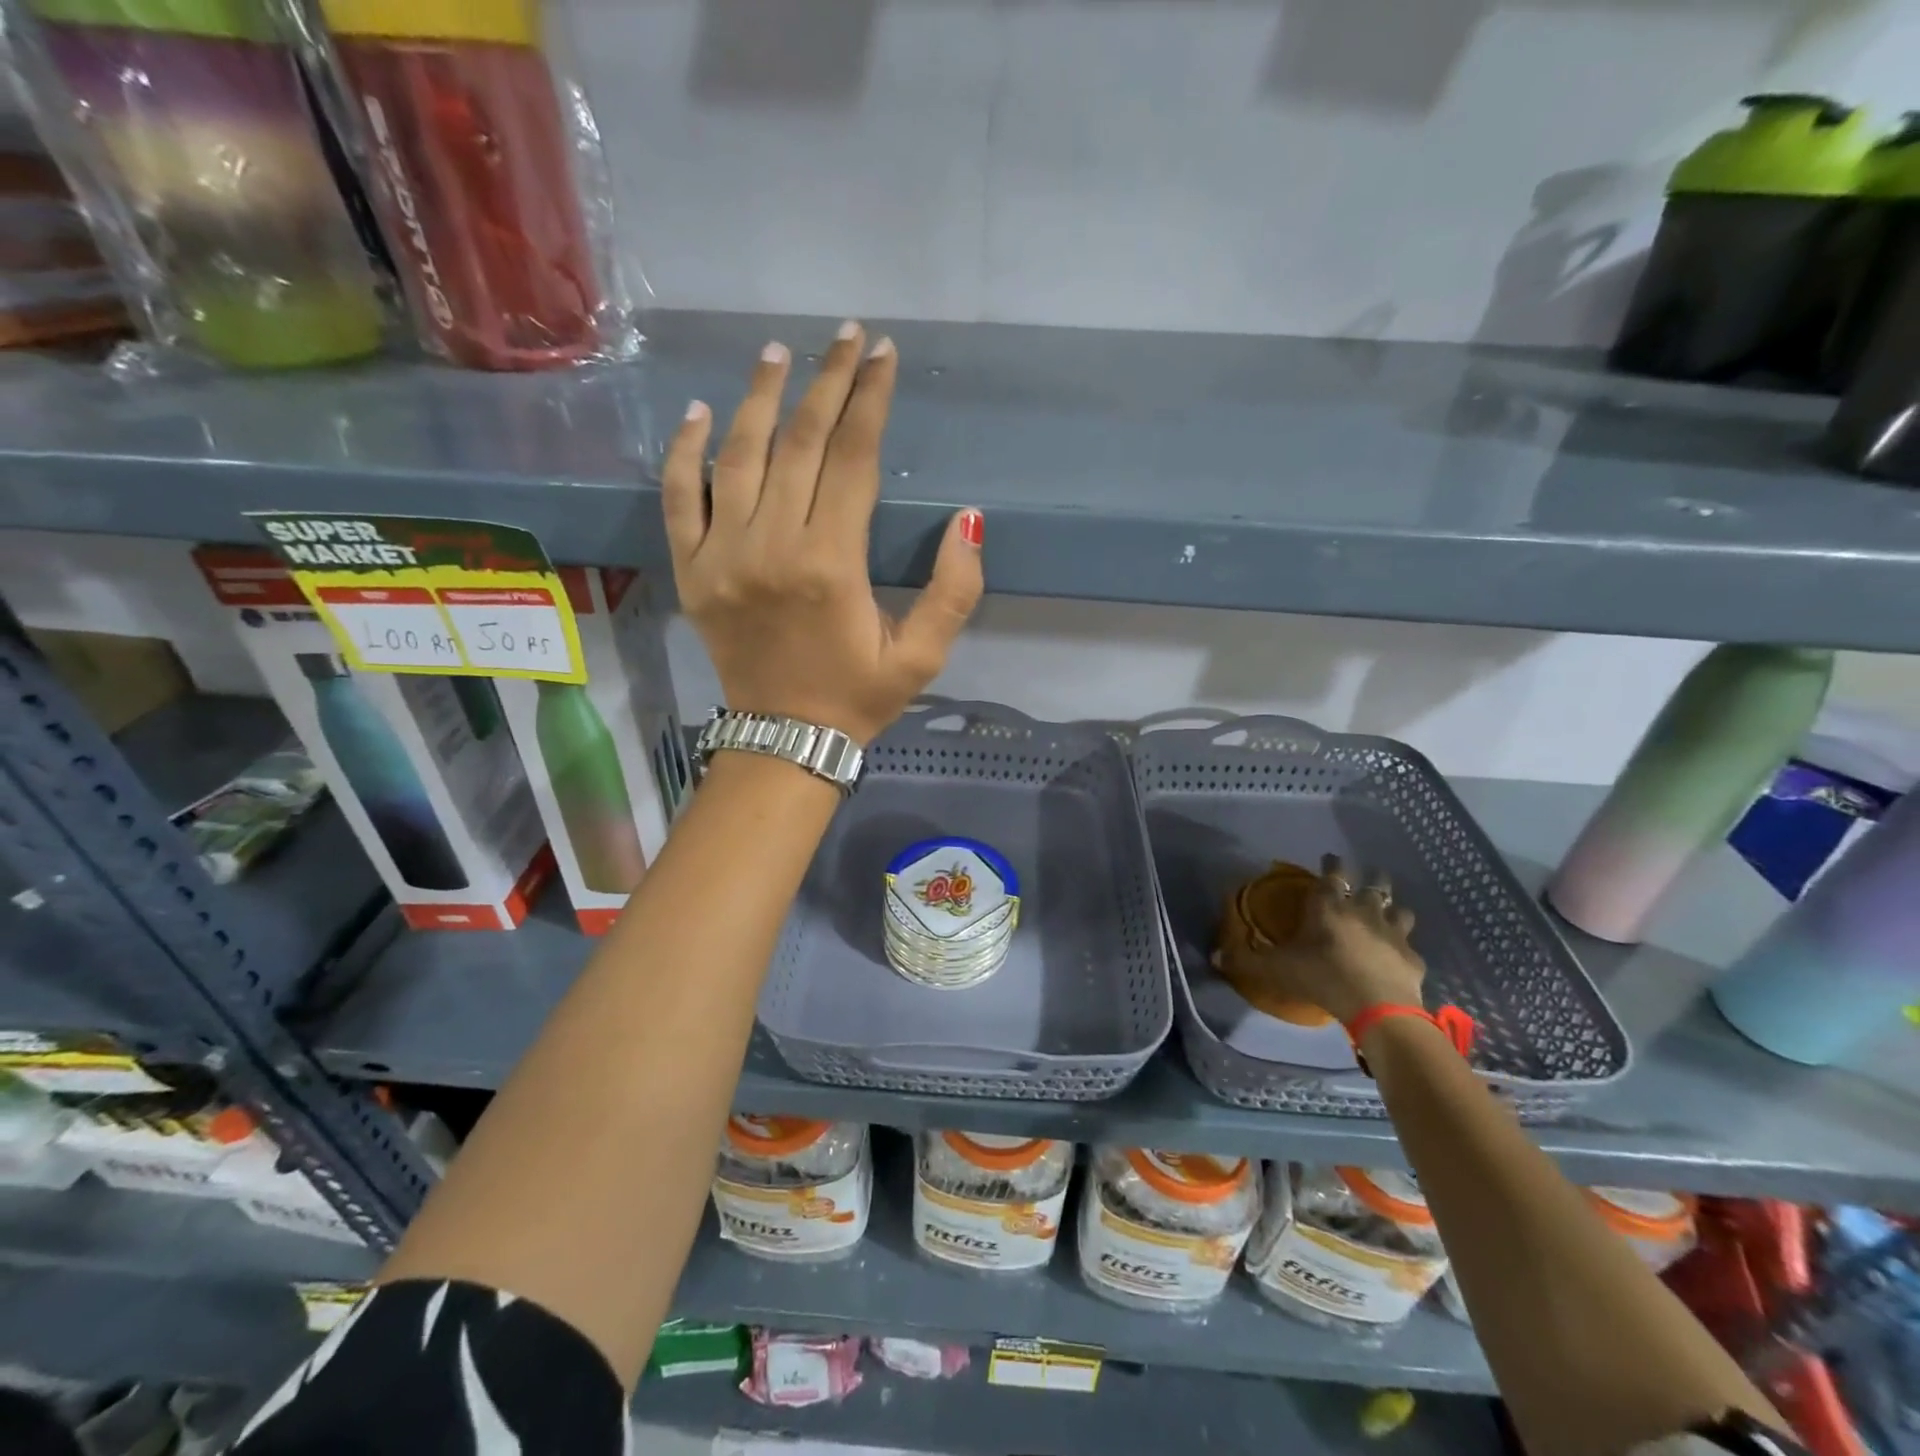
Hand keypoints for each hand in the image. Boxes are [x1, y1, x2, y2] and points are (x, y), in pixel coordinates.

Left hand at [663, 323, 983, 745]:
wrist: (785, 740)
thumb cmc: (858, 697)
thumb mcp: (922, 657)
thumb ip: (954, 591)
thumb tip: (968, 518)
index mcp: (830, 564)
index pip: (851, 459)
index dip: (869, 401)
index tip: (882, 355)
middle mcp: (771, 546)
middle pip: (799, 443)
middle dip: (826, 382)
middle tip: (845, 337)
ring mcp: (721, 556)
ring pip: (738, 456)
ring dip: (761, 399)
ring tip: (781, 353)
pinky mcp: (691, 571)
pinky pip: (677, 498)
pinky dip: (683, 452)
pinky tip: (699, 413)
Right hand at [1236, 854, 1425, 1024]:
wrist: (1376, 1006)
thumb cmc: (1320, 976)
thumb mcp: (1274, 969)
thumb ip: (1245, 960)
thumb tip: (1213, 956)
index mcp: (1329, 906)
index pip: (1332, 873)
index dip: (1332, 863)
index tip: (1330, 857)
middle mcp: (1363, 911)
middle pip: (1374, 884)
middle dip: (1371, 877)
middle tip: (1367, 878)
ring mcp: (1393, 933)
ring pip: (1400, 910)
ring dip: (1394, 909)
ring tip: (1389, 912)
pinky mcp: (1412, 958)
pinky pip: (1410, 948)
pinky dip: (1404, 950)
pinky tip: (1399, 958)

::::::

May I have exactly the lines from the one containing "middle tip: (1367, 878)" through the last line of the data, both included?

middle tip: (1367, 878)
ring mcp: (1393, 933)
ring pip: (1400, 910)
ring dip: (1394, 909)
ring tip: (1389, 912)
pinky mcp: (1412, 958)
pinky pip: (1410, 948)
pinky dip: (1404, 950)
pinky tip: (1399, 958)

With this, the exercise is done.